Skip to main content

A simple ETL framework for Python, SQL and BAT files which uses a Postgres database for activity logging.

Project description

A simple ETL framework for Python, SQL and BAT files which uses a Postgres database for activity logging. the zetl framework requires python and Postgres to run.


1. Install Python

Download and install python (https://www.python.org/downloads/) to your local computer.

2. Install Postgres

zetl v2+ uses sqlite backend instead of postgres, so installing postgres is not mandatory.

Download and install postgres (https://www.postgresql.org/download/) to your local computer. Remember the password.
When you run zetl it will prompt you for database connection details. At the end of prompting, it will ask if you want to save the connection details (y/n). If you select y, the details are saved in that folder and you aren't prompted again unless the details fail on connect.

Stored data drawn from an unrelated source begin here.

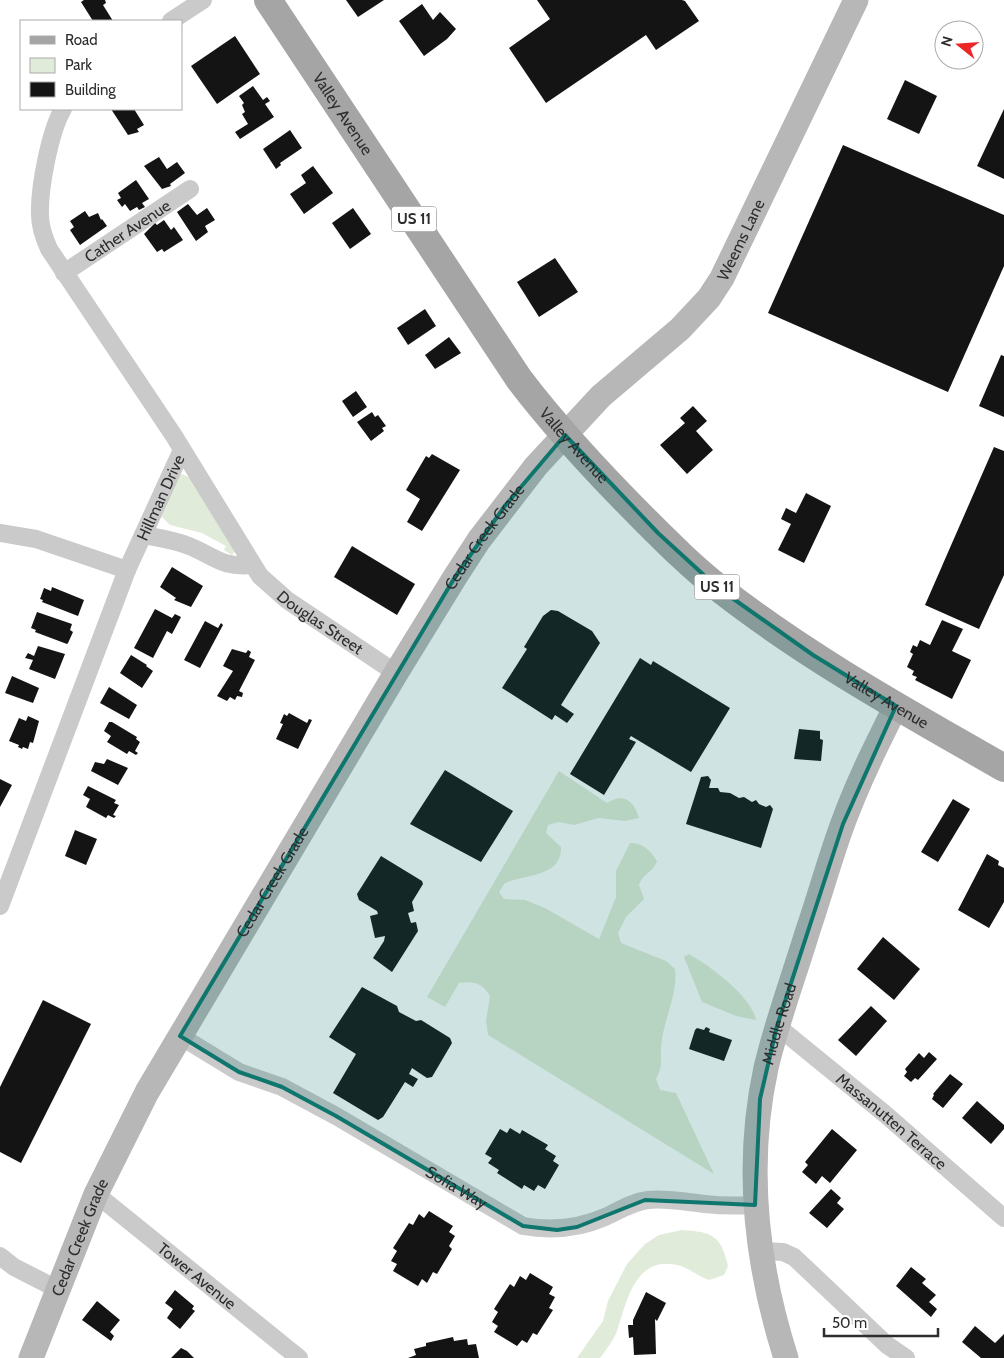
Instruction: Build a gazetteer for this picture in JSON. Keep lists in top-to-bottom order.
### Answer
{
  "streets": {
    "main road": [
      "Valley Avenue",
      "US 11",
      "Weems Lane",
      "Cedar Creek Grade",
      "Middle Road"
    ],
    "street": [
      "Cather Avenue",
      "Hillman Drive",
      "Douglas Street",
      "Massanutten Terrace",
      "Sofia Way",
      "Tower Avenue"
    ]
  },
  "crossings": [
    ["Valley Avenue", "Weems Lane"],
    ["Valley Avenue", "Cedar Creek Grade"],
    ["Valley Avenue", "Middle Road"],
    ["Cather Avenue", "Hillman Drive"],
    ["Weems Lane", "Cedar Creek Grade"],
    ["Hillman Drive", "Douglas Street"],
    ["Cedar Creek Grade", "Douglas Street"],
    ["Cedar Creek Grade", "Sofia Way"],
    ["Cedar Creek Grade", "Tower Avenue"],
    ["Middle Road", "Massanutten Terrace"],
    ["Middle Road", "Sofia Way"]
  ],
  "legend": ["Road", "Park", "Building"],
  "scale_bar": "50 m",
  "north": "left"
}
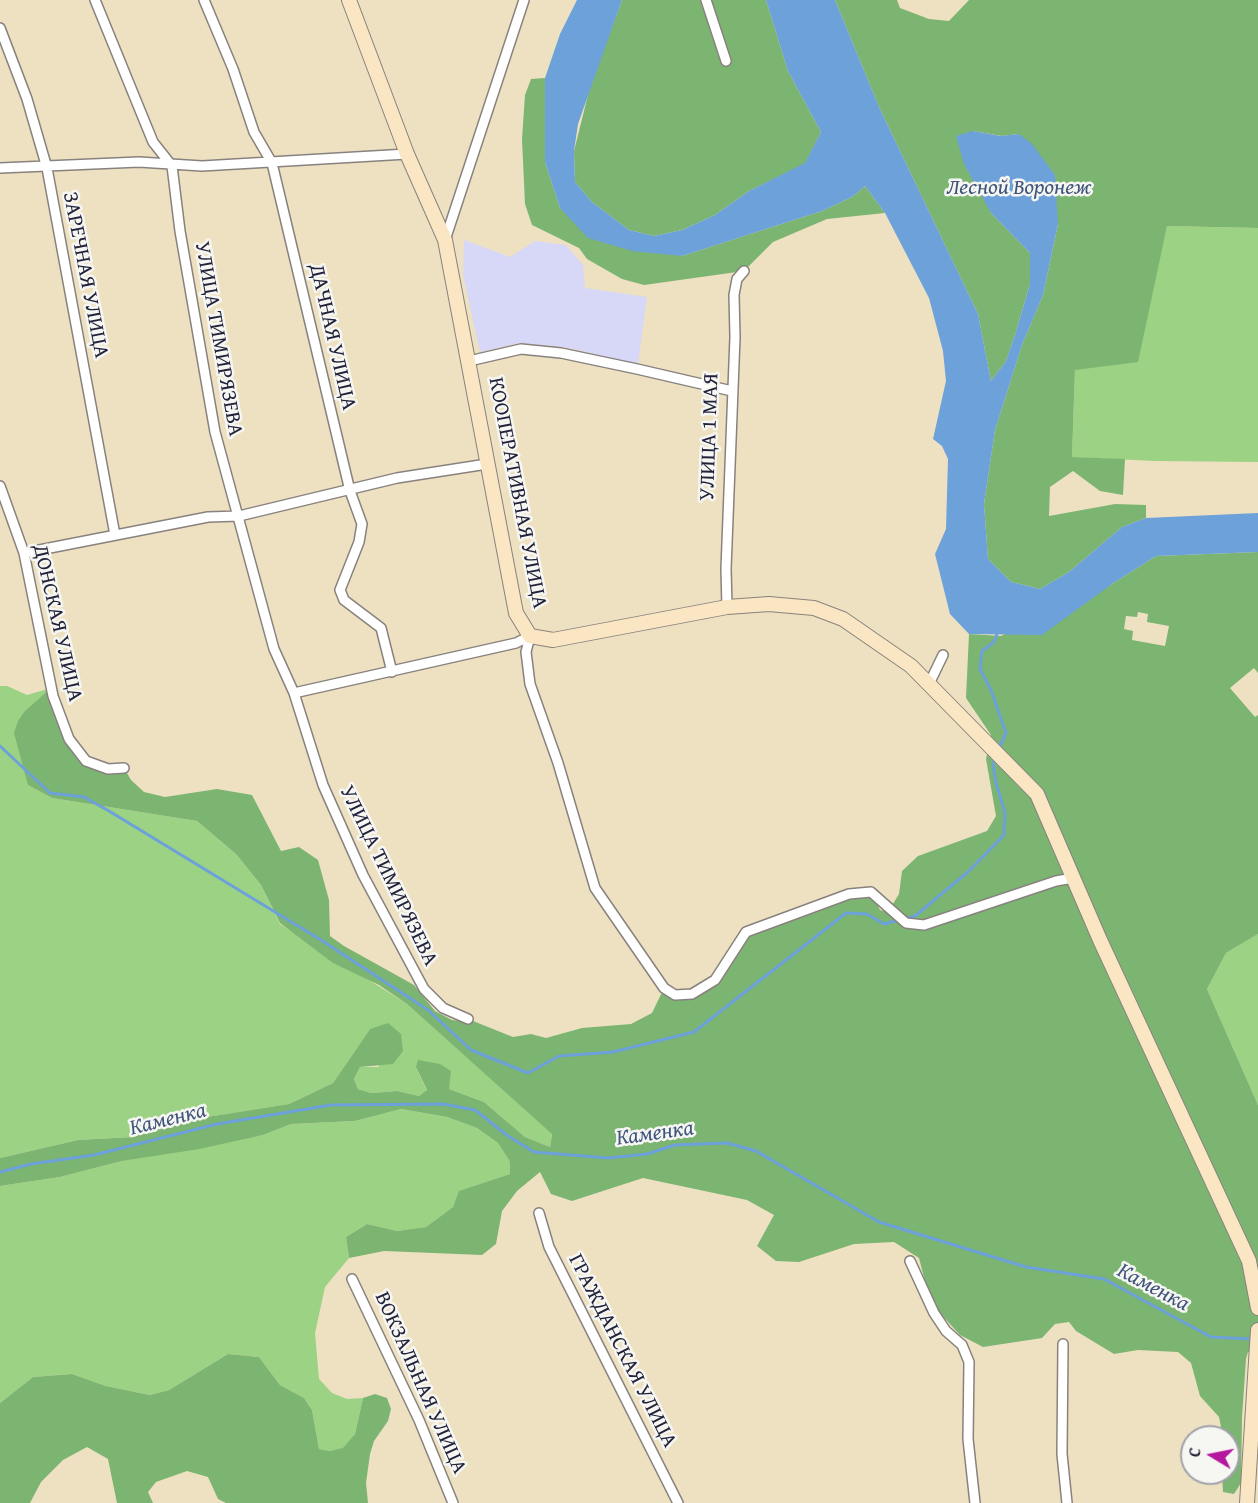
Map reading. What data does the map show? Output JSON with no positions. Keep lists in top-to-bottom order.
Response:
{
  "streets": {
    "street": [
      "ЗАРЕЧНАЯ УЛИЦА",
      "ДАЧНАЯ УЛИЦА",
      "УЛИЦА ТИМИРЯЗЕВА",
      "УЛИЦА 1 МАЯ",
      "КООПЕРАТИВНАЯ УЛИЦА",
      "ДОНСКАЯ УЛИЦА",
      "ГРАЖДАНСКАЯ УЛИЦА",
      "ВОКЗАЛЬНАЯ УЛИЦА"
    ]
  },
  "water": ["Лесной Воронеж", "Каменка"],
  "north": "left"
}
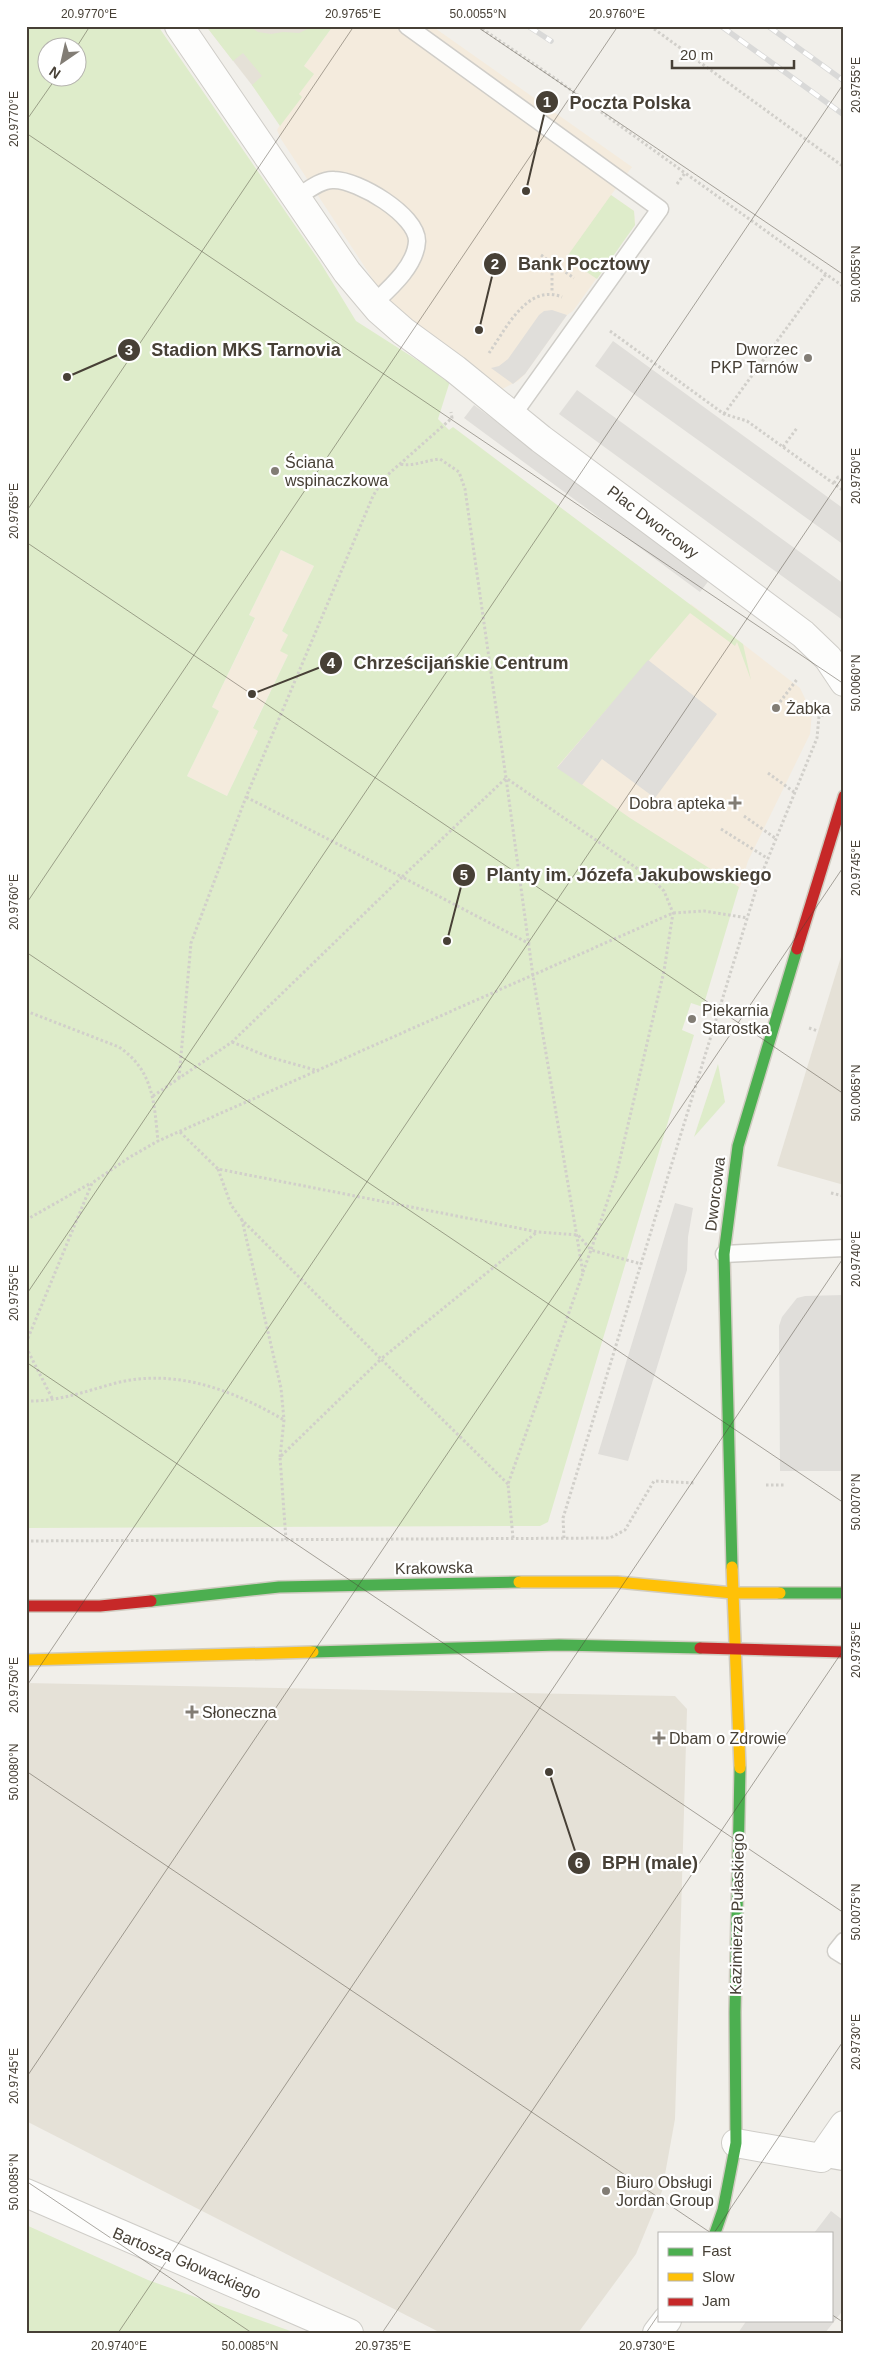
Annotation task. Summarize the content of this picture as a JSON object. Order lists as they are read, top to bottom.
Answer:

Here are the defaults for postgtres:

  • host: localhost
  • port: 1532
  • name: postgres
  • schema: public
  • Username: postgres
  • Password: <whatever_you_supplied>

3.Install zetl

Just install with pip

pip install zetl

Wherever you run zetl, it will look for a folder called zetl_scripts, where all your etl folders are stored.

zetl_scripts

In the tests folder on git hub you can see examples of etl folders, and etl scripts under the zetl_scripts folder.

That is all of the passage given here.